• [TASK DESCRIPTION]: Which lines in the data below contain the word "fabs"? Return each of them.
MATERIAL SUPPLIED: Begin
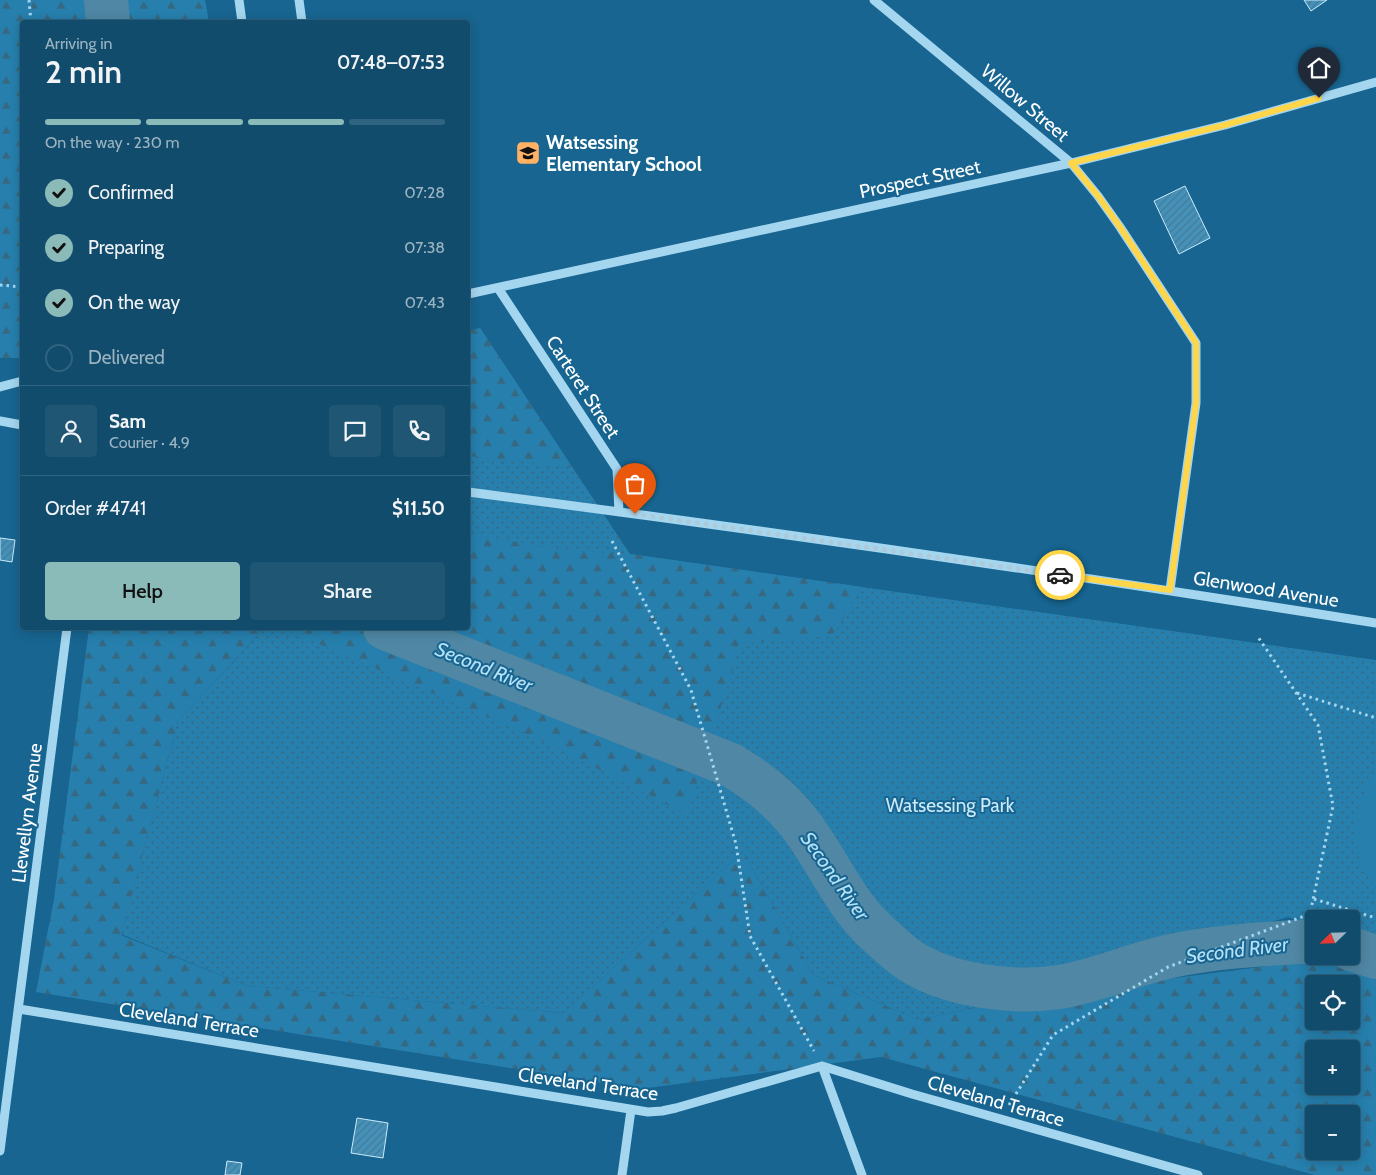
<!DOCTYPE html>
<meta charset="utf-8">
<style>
body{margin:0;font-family:Cabin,sans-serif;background:#1e5674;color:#f1f3f6;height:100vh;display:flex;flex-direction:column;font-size:19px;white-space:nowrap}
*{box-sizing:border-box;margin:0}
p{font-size:16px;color:#9cb4c2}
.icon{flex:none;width:28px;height:28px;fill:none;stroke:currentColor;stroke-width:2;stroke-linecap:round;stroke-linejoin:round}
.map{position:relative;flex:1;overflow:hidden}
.panel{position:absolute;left:20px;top:20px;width:450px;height:610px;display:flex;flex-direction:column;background:#114c6c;border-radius:5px;box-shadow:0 2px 12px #0003,0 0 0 1px #30637f}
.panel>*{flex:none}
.needle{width:32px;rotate:247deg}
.fabs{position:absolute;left:1305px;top:910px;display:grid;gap:10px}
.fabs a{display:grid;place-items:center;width:55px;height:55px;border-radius:5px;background:#114c6c;box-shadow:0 2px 12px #0003,0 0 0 1px #30637f;font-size:25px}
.pin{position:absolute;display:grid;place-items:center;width:42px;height:42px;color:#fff;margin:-51px -21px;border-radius:50% 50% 50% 0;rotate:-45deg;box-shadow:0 0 5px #0007}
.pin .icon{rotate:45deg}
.courier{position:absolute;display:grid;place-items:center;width:50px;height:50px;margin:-25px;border:4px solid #ffd54a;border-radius:50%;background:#fff;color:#222;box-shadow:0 1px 6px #0007}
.overview em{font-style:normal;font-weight:600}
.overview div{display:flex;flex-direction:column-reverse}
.overview{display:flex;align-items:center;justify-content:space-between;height:85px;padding:0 25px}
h1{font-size:32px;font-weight:600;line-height:38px}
.bar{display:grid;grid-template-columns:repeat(4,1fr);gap:8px 5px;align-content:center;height:60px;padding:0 25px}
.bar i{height:6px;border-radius:4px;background:#30637f}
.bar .current{background:#8bbbb9}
.bar p{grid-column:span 4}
.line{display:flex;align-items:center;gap:12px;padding:0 25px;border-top:1px solid #30637f}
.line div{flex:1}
.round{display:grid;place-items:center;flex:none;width:52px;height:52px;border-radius:5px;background:#1e5674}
ol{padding:0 25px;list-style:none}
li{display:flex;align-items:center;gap:15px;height:55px}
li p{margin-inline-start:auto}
li .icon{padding:5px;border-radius:50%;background:#8bbbb9;color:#111;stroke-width:4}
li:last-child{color:#9cb4c2}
li i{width:28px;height:28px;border:2px solid #30637f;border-radius:50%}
.cta{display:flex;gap:10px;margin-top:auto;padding:10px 25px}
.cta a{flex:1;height:58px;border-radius:5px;background:#8bbbb9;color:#111;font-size:20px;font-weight:600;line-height:58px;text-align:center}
.cta a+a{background:#1e5674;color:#f1f3f6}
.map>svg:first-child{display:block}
.grass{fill:url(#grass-dots)}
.forest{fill:url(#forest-firs);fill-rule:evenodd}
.garden{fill:#267fad}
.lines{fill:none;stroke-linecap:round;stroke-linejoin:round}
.river{stroke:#5087a4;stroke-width:44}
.building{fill:url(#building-hatch);stroke:#cbebfb}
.path{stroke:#a4d6f0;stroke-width:3;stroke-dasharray:2.5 4;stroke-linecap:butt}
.minor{stroke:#a4d6f0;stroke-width:9}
.done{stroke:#aec9d8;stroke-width:5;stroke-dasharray:0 9}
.route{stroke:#ffd54a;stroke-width:6}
.labels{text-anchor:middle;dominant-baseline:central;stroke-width:4;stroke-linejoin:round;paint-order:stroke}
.street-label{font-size:19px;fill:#fff;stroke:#176590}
.poi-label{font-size:19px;font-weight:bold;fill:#fff;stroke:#176590;text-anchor:start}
.park-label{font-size:19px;fill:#cbebfb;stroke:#176590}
.water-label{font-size:20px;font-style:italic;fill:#b4e1f7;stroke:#176590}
</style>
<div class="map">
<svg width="1376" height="1175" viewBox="0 0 1376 1175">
<defs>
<pattern id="grass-dots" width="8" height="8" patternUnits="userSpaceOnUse" patternTransform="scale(1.25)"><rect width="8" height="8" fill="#267fad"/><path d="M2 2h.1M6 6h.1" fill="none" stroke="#376881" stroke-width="1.8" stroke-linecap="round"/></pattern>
<pattern id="forest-firs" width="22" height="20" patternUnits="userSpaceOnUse" patternTransform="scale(1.25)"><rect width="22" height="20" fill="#267fad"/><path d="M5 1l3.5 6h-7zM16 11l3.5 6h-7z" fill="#376881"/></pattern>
<pattern id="building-hatch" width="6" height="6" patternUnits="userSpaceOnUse" patternTransform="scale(1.25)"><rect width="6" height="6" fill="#4491ba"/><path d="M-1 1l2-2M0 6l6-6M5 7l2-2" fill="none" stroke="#477994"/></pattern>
</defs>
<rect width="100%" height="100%" fill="#176590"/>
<path class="grass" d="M480,328l150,226 746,106v285l-25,-8v-18h-37v6l-26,-8 -277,82 -92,21 -106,-45 -70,-123 -180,161 -316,-27 -126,-52 57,-213 86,-93h204v-297z"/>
<path class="forest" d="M0,0h205l4,22h-187v336h-22z
M480,328l92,139 -104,-11v-125z
M468,534l103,17 59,3 232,33 -30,49 -91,7 -54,172 -139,-72 -259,-112 -25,-3h204z
M89,628h175l-86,93 -57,214 126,51 316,27 180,-161 70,123 106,45 92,-21 319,-41 46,14v203h-61l-434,-118 -241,32 -604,-97 18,-93zM1314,984h37v37h-37zM1314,1049h37v37h-37zM1314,1114h37v37h-37z"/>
<path class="garden" d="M1376,769v43l-2,25 2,10v42c-28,-41 -26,-78 0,-120z"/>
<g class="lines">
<path class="river" d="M106,0l2,22
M385,628l346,137c33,20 58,41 79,73 21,31 36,64 62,90 12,11 24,23 37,32 39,26 105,34 150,27 38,-6 74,-23 112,-31 47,-10 95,-12 143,-15
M1351,949l25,8"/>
</g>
<path class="building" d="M1304,0h23l-16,11z
M1185,186l25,52 -31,16 -25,-53z
M0,538l15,2 -3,22 -12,-2z
M357,1118l31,5 -5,35 -32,-5z
M227,1161l15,2 -2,12h-15z"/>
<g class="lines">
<path class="path" d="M29,0l2,22
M0,285l22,2
M612,541l79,149 45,154 14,92 64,115
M1297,693l79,25
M1314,899l62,19
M1009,1105l44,-70 115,-68 142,-53 23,-108 -15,-81 -60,-88"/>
<path class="minor" d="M239,0l3,22
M299,0l3,22
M874,0l197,163 27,33 22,31 76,116v60l-26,187
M498,288l119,181 2,43
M468,294l603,-131 154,-38 151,-43
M0,387l22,-6
M0,421l22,4
M468,492c303,39 606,83 908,131
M19,1009l629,103 14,-1 14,-3 146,-42 90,28 286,81
M822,1066l40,109
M0,1151l67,-523
M622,1175l9,-65"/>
</g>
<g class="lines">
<path class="done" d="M635,514l425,61"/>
<path class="route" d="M1060,575l110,15 26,-187v-60l-76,-116 -22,-31 -27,-33 154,-38 94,-27"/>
</g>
<defs>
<symbol id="school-square" viewBox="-11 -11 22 22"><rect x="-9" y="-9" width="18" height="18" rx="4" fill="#ffb263" stroke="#176590"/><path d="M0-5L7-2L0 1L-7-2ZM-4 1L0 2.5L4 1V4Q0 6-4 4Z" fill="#111"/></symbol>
</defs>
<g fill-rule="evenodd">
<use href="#school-square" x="514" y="139" width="28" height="28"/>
</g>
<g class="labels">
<g class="street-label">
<text transform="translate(1025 103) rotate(40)">Willow Street</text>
<text transform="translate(920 179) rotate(-12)">Prospect Street</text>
<text transform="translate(583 387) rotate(57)">Carteret Street</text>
<text transform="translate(1266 589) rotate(9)">Glenwood Avenue</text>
<text transform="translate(27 813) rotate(-83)">Llewellyn Avenue</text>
<text transform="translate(189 1020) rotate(9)">Cleveland Terrace</text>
<text transform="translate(588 1084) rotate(8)">Cleveland Terrace</text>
<text transform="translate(996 1101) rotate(16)">Cleveland Terrace</text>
</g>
<g class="poi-label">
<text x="546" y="142">Watsessing<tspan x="546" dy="22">Elementary School</tspan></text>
</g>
<g class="park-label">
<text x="950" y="805">Watsessing Park</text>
</g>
<g class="water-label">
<text transform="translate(484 667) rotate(22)">Second River</text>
<text transform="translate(835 876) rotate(55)">Second River</text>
<text transform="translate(1237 950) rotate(-7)">Second River</text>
</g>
</g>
</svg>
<div class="fabs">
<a><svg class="needle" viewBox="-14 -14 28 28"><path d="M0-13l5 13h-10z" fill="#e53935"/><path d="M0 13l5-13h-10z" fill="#9cb4c2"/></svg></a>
<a><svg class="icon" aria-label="locate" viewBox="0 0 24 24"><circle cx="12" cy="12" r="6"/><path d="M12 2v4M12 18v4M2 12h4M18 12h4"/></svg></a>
<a>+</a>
<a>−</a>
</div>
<div class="pin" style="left:635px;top:514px;background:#ea580c"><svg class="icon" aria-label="bag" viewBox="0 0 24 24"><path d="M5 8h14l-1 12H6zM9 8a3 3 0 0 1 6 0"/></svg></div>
<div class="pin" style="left:1319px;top:98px;background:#1f2937"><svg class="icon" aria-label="home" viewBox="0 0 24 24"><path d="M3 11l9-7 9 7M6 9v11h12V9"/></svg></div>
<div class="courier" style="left:1060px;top:575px"><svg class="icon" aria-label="car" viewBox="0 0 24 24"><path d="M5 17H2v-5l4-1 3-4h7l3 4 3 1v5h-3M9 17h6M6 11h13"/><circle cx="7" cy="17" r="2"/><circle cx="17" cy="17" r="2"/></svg></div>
<section class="panel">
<div class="overview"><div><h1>2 min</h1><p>Arriving in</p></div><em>07:48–07:53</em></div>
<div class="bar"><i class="current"></i><i class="current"></i><i class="current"></i><i></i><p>On the way · 230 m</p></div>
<ol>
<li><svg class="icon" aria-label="check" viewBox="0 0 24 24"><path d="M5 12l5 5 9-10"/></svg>Confirmed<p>07:28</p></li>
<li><svg class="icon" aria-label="check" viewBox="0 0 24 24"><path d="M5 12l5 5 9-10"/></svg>Preparing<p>07:38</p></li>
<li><svg class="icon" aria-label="check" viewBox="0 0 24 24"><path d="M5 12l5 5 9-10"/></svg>On the way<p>07:43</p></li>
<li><i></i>Delivered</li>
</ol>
<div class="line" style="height:90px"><a class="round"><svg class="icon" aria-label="person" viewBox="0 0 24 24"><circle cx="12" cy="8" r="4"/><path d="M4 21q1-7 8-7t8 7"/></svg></a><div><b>Sam</b><p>Courier · 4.9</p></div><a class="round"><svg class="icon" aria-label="chat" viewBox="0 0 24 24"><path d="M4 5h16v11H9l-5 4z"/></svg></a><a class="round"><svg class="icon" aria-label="phone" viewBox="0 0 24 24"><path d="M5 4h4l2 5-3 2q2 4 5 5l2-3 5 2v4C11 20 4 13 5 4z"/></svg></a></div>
<div class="line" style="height:65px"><div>Order #4741</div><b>$11.50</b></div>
<div class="cta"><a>Help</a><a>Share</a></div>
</section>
</div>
MATERIAL SUPPLIED: End
• [OUTPUT]:
.fabs{position:absolute;left:1305px;top:910px;display:grid;gap:10px}
.fabs a{display:grid;place-items:center;width:55px;height:55px;border-radius:5px;background:#114c6c;box-shadow:0 2px 12px #0003,0 0 0 1px #30637f;font-size:25px}
<div class="fabs">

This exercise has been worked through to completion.